As U.S. oil production continues to grow, so will produced water, offering substantial market opportunities as operators look for ways to reuse or dispose of the dirty water, according to Raymond James & Associates Inc.
Overall, the produced water market in the United States may reach 54 million barrels/day by 2025, analysts said. Disposal and treatment costs for water typically run around $1.00/barrel, which means there is a $12 billion market in the Permian Basin alone, the biggest market with more than 60% of the country’s produced water.
“U.S. oilfield water production today is already a whopping 50 million barrels/day,” analysts led by J. Marshall Adkins said in a note Monday. “Given that the U.S. only produces about 15 million bbl of petroleum liquids each day, you can see that oilfield water production outpaces oil production by more than 4-to-1 on a national basis. For scale, this amount of water could cover over 8,000 football fields with a foot of water, each and every day.
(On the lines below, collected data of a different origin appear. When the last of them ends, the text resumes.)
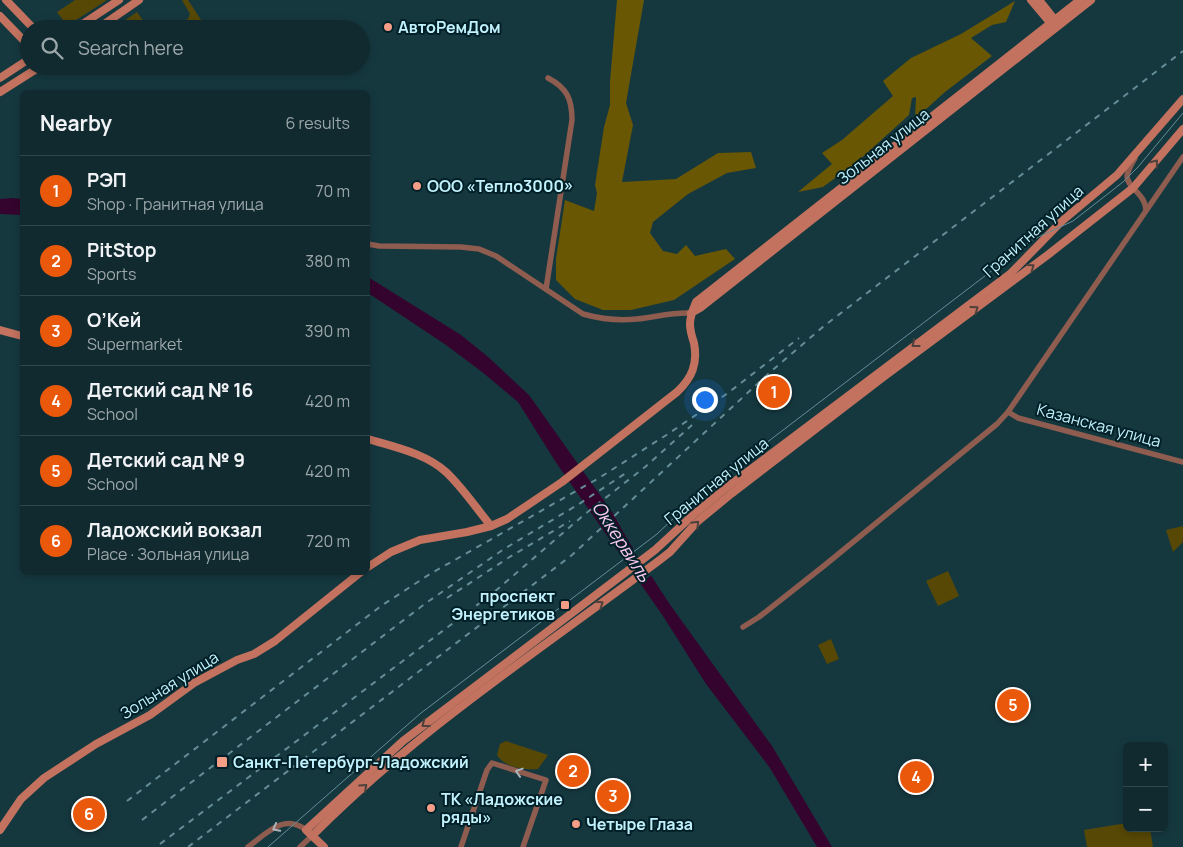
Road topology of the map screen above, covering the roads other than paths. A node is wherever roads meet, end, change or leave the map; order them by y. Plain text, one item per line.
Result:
1 (6, 0) edge
2 (119, 0) edge
3 (139, 0) edge
4 (1031, 0) edge
5 (1040, 0) edge
6 (1080, 0) edge
7 (1091, 0) edge
8 (0, 16) edge
9 (25, 20) edge
10 (88, 20) edge
11 (109, 20) edge
12 (1053, 24) junction
13 (20, 37) edge
14 (20, 65) edge
15 (27, 75) edge
16 (0, 78) edge
17 (548, 78) dead end
18 (0, 92) edge
19 (1183, 99) edge
20 (1183, 129) edge
21 (1137, 154) junction
22 (1183, 157) edge
23 (1133, 188) junction
24 (1146, 210) junction
25 (370, 244) edge
26 (546, 289) junction
27 (691, 313) junction
28 (0, 330) edge
29 (20, 335) edge
30 (1008, 412) junction
31 (370, 440) edge
32 (1183, 462) edge
33 (491, 526) junction
34 (370, 566) edge
35 (357, 575) edge
36 (743, 627) dead end
37 (0, 830) edge
38 (310, 832) junction
39 (248, 847) edge
40 (300, 847) edge
41 (324, 847) edge
42 (461, 847) edge
43 (523, 847) edge

1 - 9 street
2 - 10 street
3 - 11 street
4 - 12 street
5 - 12 street
6 - 12 street, Зольная улица
7 - 12 street, Зольная улица
8 - 13 street
12 - 27 street, Зольная улица
14 - 16 street
15 - 18 street
17 - 26 street
19 - 21 street, Гранитная улица
23 -> 20 street, Гранитная улица
21 - 23 street
21 -> 38 street, Гранитная улица
22 - 24 street
23 - 24 street
38 -> 23 street, Гранитная улица
24 - 30 street
25 - 26 street
26 - 27 street
27 - 33 street
28 - 29 street
30 - 32 street, Казанская улица
30 - 36 street
31 - 33 street
33 - 34 street
35 - 37 street, Зольная улица
38 -> 39 street
38 - 40 street, Гранитная улица
38 - 41 street
43 -> 42 street

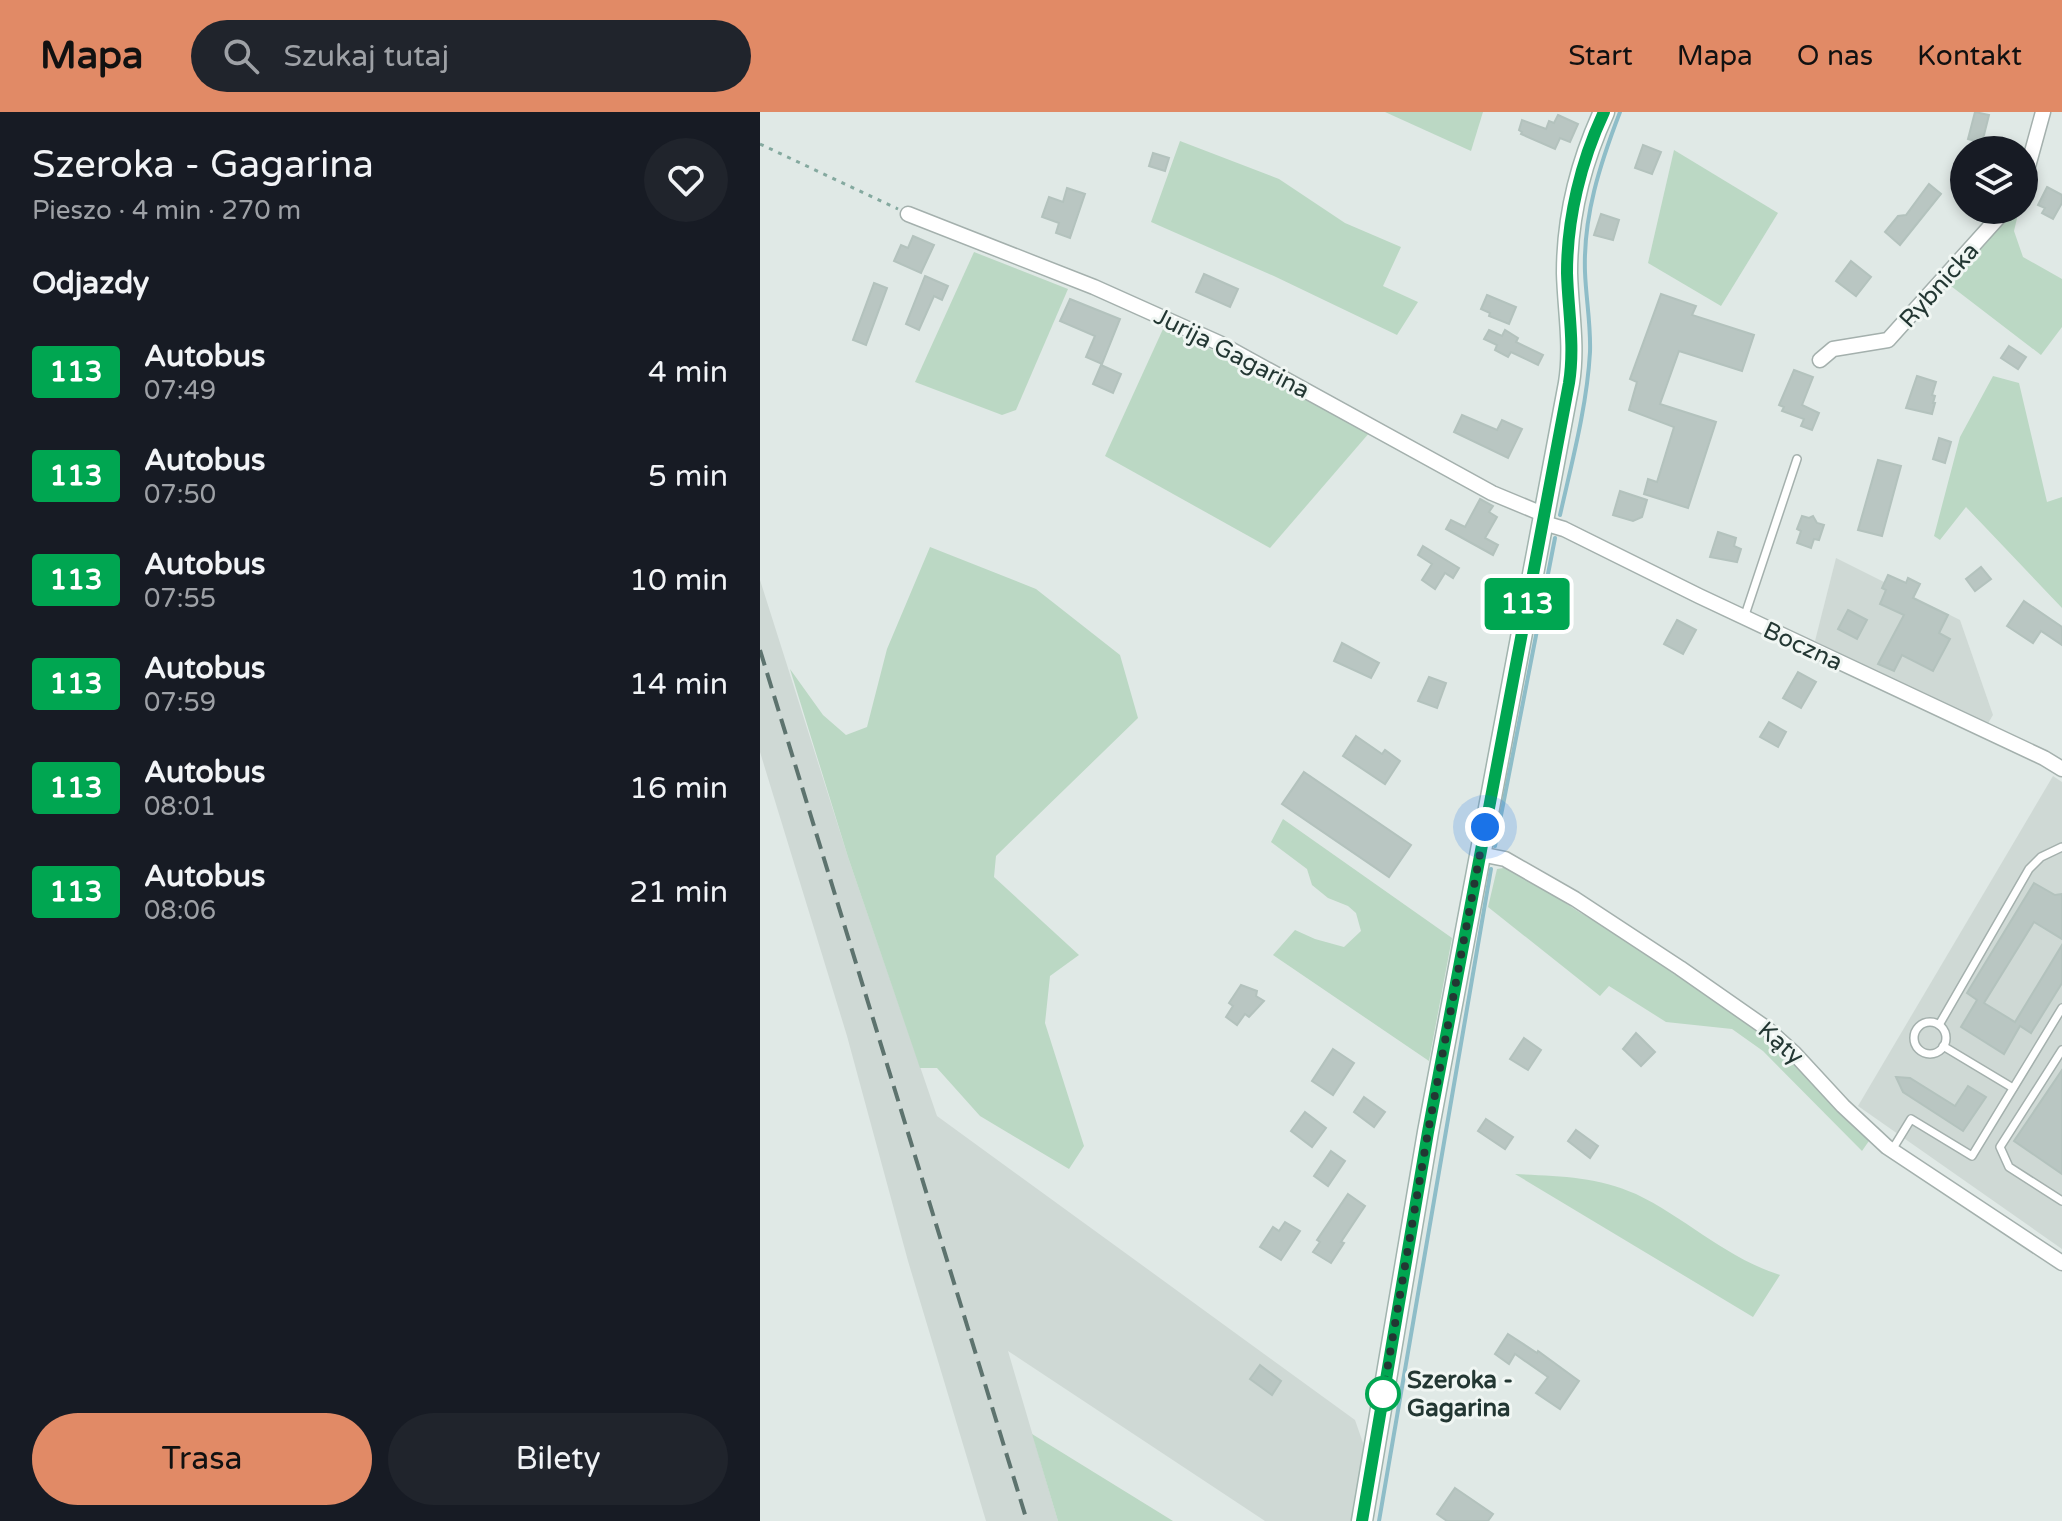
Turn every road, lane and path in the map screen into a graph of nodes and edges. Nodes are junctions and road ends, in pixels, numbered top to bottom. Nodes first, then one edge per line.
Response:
1 (1604, 112) edge
2 (2043, 112) edge
3 (2036, 136) edge
4 (760, 144) edge
5 (908, 214) joint
6 (1992, 224) edge
7 (1820, 360) dead end
8 (1797, 459) dead end
9 (1545, 519) junction
10 (1744, 618) junction
11 (2062, 769) edge
12 (2062, 847) edge
13 (1480, 854) junction
14 (2062, 1008) edge
15 (1939, 1025) junction
16 (1943, 1046) junction
17 (2062, 1050) edge
18 (2013, 1088) junction
19 (1892, 1150) junction
20 (2062, 1201) edge
21 (2062, 1263) edge
22 (1362, 1521) edge

1 - 9 street
2 - 3 street
4 - 5 path
5 - 9 street, Jurija Gagarina
6 - 7 street, Rybnicka
8 - 10 lane
9 - 10 street, Boczna
9 - 13 street
10 - 11 street, Boczna
12 - 15 lane
13 - 19 street, Kąty
13 - 22 street
14 - 18 lane
15 - 16 lane
15 - 16 lane
16 - 18 lane
17 - 20 lane
18 - 19 lane
19 - 21 street, Kąty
“We estimate just under one-half of this water comes from today's horizontal basins, despite making up close to 80% of onshore crude production...We expect a rising tide of water companies come to markets that allow for public investment in water disposal, with similar economics to traditional midstream,” Adkins and his colleagues said, echoing recent analyses by other firms.
The U.S. Geological Survey estimates that only 4% of all domestic water is used for “mining” activities, which include oil and gas. Digging deeper, Raymond James estimates 15% of the total “mining” water used is specifically for oil and gas fracturing activities.
Produced water is by no means a new problem for the industry. In fact, it remains below the previous peak from the 1970s. However, the produced water segment has grown by about 15 million barrels/day from 35 million 10 years ago.
The question Raymond James analysts said they are asked most is, how much produced water will there be? Because water production has similar type curves to oil production, it makes forecasting comparable.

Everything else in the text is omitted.